The Whole Story…You Probably Don’t Know It!

Usually when I write my blog posts, I seek God about what to write because I understand that truthfully, anything good is going to be because He gives it to me. I like the way Rev. Keith Moore said it, “Without Him (God) your feet couldn’t find the floor in the morning”.  It’s the God given inspiration and anointing that makes anything I write worth reading. Often, there are specific things that have caused me to want to address an issue. Sometimes I get inspired because I have witnessed someone struggling in an area of their life and I want to help. Or maybe I’ve struggled, gained the victory over the struggle and want to share how the Lord helped me. Sometimes I write because people have reached out to me and asked me to address certain things. Because of these reasons, I often find myself writing as if I’m actually talking to a specific person. Even if I’m not, I sort of create an avatar or a representative of the people I’m writing to in order to enhance the flow of the way I write. I have received a little push back in the past because some people didn’t like the way I have said certain things and they thought my emphasis should have been different.
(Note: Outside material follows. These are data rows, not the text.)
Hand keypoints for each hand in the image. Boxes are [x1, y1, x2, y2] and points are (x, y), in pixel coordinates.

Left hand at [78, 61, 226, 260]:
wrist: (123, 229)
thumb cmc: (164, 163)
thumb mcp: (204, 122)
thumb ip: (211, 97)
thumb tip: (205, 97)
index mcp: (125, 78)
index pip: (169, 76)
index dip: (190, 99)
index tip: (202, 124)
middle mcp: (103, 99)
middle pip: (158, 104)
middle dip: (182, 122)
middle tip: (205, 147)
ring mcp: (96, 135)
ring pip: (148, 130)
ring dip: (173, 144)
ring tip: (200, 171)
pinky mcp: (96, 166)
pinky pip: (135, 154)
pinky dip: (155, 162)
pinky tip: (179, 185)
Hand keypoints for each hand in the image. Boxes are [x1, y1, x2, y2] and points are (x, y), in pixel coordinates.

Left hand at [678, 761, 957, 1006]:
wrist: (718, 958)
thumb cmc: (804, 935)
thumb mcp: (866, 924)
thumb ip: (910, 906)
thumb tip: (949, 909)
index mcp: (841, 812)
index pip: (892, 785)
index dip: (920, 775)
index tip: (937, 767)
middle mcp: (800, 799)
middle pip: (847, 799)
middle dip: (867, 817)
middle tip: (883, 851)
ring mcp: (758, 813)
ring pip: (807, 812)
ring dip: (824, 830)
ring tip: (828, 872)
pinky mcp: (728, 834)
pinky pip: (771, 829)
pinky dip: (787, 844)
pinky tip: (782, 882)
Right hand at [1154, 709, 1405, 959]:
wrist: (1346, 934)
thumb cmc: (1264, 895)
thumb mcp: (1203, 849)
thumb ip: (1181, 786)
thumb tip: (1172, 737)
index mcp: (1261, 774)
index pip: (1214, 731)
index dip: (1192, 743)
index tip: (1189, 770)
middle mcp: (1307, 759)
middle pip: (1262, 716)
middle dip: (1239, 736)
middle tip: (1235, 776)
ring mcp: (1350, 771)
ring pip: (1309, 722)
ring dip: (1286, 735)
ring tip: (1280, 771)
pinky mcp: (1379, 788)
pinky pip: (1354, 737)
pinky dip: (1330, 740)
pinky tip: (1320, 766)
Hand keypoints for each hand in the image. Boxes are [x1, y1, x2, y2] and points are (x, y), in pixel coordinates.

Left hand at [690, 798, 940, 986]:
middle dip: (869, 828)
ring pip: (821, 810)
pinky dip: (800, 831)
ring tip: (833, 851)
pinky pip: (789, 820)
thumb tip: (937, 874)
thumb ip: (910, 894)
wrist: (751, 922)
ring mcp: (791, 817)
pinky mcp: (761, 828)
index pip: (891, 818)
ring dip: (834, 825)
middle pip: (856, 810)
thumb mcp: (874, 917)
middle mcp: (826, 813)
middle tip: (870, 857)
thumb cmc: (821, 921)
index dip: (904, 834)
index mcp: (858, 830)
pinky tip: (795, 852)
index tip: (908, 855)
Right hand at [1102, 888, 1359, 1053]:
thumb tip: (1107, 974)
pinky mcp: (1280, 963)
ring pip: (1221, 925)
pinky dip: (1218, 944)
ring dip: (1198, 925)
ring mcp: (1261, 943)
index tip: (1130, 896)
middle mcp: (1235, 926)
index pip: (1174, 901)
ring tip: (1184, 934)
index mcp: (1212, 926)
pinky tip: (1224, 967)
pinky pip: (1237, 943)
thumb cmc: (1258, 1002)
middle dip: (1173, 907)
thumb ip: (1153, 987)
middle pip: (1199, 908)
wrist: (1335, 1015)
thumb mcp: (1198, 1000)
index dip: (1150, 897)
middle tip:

The bottom line is that they didn’t have my perspective. I always endeavor to understand their perspective and I believe we should at least consider all feedback and ask ourselves the question “is it valid?” Usually, the ones being critical, had they moved a little closer and asked a question or two, would have no doubt had a better understanding of my choices. Where there is no understanding though, there will usually be misunderstanding. People fill in the blanks for themselves. We can only hope it’s with the truth.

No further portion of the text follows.